嘆きと言うか、自分の中でどう処理していいか分からない〜という事態が引き続いているということ。
この講座の中で、自分でもわからない感情が生まれてしまったという。
どうしていいかわからない。分からないからある閉ざされた表現に自分を追い込んだ。でも、これじゃ辛いと思った。
なのに、ぼっそっという形でしかいえなかった。
ある人が、自分の中に生じた負の感情をどう処理していいかわからなくて、講座を進行した私の所に話に来ました。
自分のとった行動を、自分の気持ちがその時どうだったのか、ずっと考えていたそうです。
ずっと、自分っていやだなぁと感じ、どうしようもなくて・・・
話をしても、うーん、まだどうなんだか、うーんという状態で・・・と、その人は帰っていきました。

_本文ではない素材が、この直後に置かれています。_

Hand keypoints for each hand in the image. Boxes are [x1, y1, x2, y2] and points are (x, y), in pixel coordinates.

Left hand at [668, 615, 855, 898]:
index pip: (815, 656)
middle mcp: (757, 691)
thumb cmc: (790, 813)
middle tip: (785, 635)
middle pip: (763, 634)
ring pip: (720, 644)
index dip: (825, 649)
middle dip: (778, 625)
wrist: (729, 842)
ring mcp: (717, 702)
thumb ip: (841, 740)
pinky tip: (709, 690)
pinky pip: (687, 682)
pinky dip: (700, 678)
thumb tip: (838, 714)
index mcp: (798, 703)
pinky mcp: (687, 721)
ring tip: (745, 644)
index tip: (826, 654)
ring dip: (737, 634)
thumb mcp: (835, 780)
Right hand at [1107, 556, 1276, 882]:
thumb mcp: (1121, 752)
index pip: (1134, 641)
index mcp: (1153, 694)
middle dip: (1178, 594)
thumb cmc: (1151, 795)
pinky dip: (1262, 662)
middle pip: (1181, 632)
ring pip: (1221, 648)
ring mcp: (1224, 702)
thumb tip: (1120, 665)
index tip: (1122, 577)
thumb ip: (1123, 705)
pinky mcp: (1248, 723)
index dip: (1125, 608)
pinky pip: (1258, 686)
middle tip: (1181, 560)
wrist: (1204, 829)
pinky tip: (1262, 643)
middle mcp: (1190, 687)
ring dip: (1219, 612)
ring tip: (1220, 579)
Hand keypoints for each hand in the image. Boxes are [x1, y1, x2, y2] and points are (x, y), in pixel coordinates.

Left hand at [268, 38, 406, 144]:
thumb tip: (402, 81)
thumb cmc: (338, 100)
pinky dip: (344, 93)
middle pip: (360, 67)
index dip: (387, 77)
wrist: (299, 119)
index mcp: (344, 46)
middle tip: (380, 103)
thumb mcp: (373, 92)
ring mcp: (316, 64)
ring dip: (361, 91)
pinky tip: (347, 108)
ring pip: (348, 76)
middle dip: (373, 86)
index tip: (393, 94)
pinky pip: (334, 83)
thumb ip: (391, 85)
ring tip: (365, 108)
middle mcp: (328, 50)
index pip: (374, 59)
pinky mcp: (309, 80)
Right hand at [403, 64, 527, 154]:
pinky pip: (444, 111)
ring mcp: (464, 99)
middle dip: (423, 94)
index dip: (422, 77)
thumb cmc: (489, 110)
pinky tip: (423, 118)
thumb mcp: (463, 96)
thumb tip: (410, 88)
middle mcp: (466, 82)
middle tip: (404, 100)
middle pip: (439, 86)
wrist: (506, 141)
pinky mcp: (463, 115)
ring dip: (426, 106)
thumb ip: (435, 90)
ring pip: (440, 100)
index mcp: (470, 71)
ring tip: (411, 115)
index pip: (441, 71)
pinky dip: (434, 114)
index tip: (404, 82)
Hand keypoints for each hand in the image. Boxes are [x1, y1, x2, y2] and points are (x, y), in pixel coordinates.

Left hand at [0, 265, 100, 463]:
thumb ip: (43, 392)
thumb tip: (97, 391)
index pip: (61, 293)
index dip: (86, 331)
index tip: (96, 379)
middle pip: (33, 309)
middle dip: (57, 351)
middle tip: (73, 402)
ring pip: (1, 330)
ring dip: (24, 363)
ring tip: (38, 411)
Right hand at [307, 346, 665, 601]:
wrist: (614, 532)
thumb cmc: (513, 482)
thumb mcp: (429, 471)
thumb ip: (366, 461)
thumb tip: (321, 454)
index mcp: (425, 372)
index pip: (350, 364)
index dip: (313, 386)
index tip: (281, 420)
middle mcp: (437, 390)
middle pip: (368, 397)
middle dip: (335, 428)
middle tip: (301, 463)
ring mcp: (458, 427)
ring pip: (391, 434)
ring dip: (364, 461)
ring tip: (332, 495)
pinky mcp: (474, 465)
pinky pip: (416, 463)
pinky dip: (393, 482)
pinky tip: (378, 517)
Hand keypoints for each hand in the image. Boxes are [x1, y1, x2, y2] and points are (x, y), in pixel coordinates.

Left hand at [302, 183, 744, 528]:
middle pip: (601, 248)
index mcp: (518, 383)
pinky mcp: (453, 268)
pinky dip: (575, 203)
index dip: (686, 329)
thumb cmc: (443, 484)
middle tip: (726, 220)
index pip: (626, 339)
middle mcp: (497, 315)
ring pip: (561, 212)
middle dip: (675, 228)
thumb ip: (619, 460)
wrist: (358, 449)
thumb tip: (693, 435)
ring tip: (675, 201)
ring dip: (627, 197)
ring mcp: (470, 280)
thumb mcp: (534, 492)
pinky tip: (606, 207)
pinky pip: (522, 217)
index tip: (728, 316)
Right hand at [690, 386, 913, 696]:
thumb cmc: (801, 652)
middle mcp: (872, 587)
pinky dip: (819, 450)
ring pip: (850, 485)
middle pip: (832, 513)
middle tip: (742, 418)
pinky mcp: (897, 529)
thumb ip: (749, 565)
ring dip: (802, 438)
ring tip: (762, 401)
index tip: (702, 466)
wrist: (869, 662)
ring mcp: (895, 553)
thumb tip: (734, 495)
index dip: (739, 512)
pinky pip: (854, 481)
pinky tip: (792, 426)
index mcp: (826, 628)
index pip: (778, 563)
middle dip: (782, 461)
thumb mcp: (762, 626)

いろいろ話したのですが、私にはその人の葛藤の正体は、はっきりは分かりませんでした。
でも、今回の講座についてその人と話をしながら私が気が付いたことは、私自身の負の感情に対する向き合い方と、必ずそこには葛藤があって、大変だったぁということ。
負の感情に向き合う〜ことは、生易しくなかった。
自分に負の感情があること自体が辛くて、何とか誤魔化そう、見てみない振りをしたり、他に責任転嫁してみたり・・・つまりは、悪あがきを結構していた。
それで、どうしようもないところまで来てしまったときに、「こうなったら腹を括るしかない!」と。
とはいっても、それ以後も何回も何回も、負の感情に簡単にはに向き合えず、腹を括るまでにいたるのも、もう大変!。
ただ、そのうち私なりの腹の括り方のようなものが分かってきたような・・・
押してもだめなら引いてみな!
遠くへ近くへ〜の距離感をとってみる
微妙なさじ加減?
・・・なんか、いろいろな向き合い方、感情のコントロールをやってきたかも。
・・・なんか、いろいろな人との関わり方をとってきたかも。
その人がまだまだ葛藤しているように、それは簡単じゃない。やっぱり答えは自分で出すしかない。
でも、人と関わるから感情は生じてくるし、人と関わりながら自分の感情に道筋をつけられるのではないかと思います。
進行役の私にとっても、感情の交流〜負の感情からのアプローチの大変さとその大事さを講座の中に見ました。